Nidwalden will ein neues Sozialhilfegesetz

Die Nidwaldner Regierung will die Heimfinanzierung vereinheitlichen und Betreuungsangebote besser steuern können. Sie schlägt darum dem Landrat die Totalrevision des Sozialhilfegesetzes und die Neuschaffung eines Betreuungsgesetzes vor.

Eingangsbereich eines Sozialamtes

Bildlegende: Die Sozialhilfe- und Betreuungsangebote im Kanton Nidwalden sollen eine neue Gesetzesgrundlage erhalten. (Symbolbild) Keystone

Das seit 1998 geltende Sozialhilfegesetz sei teilweise nicht mehr aktuell, teilte die Nidwaldner Staatskanzlei am Donnerstag mit. Die Revision sei kostenneutral und sehe keine Veränderungen bei den Leistungen vor.

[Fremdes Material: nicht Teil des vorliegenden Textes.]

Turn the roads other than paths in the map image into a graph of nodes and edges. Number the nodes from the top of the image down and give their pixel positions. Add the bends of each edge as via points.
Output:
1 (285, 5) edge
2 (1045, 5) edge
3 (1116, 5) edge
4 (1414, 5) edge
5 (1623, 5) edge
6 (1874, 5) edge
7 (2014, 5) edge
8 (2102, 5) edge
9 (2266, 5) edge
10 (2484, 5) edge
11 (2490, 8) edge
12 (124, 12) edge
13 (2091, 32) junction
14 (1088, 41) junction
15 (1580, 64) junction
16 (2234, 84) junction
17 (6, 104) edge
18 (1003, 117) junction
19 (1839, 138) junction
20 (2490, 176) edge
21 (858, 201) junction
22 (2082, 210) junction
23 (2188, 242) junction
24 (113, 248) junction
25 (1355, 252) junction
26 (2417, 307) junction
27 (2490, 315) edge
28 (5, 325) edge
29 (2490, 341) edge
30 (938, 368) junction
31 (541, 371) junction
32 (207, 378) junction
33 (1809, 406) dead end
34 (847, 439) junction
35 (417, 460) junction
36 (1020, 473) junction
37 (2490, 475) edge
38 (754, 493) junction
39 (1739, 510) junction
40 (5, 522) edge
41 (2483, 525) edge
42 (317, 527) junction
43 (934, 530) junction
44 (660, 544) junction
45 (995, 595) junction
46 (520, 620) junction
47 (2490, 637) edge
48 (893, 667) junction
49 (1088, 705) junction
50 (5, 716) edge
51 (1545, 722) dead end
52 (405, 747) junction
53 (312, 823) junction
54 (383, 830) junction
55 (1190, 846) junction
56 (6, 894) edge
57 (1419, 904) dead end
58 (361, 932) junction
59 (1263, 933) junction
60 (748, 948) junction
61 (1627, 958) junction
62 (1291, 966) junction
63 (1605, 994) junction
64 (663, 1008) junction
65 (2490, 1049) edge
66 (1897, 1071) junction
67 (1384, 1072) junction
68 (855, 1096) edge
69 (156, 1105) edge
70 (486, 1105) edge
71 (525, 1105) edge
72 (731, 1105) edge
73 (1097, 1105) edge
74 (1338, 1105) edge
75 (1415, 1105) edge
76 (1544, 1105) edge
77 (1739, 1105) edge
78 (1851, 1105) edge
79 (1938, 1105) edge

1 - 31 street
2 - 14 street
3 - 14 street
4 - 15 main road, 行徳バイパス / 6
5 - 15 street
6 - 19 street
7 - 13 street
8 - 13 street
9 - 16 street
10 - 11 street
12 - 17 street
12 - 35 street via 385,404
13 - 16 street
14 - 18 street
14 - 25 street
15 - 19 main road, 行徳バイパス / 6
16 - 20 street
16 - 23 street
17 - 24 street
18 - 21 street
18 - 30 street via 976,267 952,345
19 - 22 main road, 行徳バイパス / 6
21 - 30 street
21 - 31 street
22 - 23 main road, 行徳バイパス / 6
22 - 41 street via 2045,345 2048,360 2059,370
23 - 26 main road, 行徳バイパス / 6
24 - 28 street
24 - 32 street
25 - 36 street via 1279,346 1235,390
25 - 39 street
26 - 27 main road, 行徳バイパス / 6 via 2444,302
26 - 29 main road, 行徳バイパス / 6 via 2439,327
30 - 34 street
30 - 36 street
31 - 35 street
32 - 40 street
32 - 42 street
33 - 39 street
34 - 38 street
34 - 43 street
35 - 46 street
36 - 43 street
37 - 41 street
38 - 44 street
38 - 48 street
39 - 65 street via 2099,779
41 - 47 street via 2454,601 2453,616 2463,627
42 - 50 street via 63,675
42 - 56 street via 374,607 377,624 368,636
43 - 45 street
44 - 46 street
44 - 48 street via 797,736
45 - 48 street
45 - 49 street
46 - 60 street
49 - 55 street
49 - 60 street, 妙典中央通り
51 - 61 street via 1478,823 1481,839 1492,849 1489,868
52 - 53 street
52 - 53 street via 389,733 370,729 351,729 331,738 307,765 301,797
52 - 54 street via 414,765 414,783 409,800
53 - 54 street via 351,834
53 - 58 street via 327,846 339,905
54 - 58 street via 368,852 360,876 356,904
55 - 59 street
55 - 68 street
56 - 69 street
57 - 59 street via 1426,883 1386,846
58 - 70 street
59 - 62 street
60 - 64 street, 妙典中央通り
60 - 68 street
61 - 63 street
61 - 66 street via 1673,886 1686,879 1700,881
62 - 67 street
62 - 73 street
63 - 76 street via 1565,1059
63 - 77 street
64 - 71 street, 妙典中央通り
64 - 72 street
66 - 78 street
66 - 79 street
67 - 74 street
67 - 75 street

Neu geregelt werden unter anderem die Kompetenzen der kantonalen Sozialkommission, aber auch die Aufgabenteilung von Kanton und Gemeinden soll an die Praxis angepasst werden. Ausserdem soll die Heimfinanzierung entflochten und vereinheitlicht werden.

Das neue Gesetz ermögliche dem Kanton eine stärkere Rolle in der Planung, Steuerung und Finanzierung der Angebote, schreibt der Regierungsrat. Der Landrat soll im Herbst über die Vorlagen befinden. Die neuen Gesetze sollen Anfang 2015 in Kraft treten.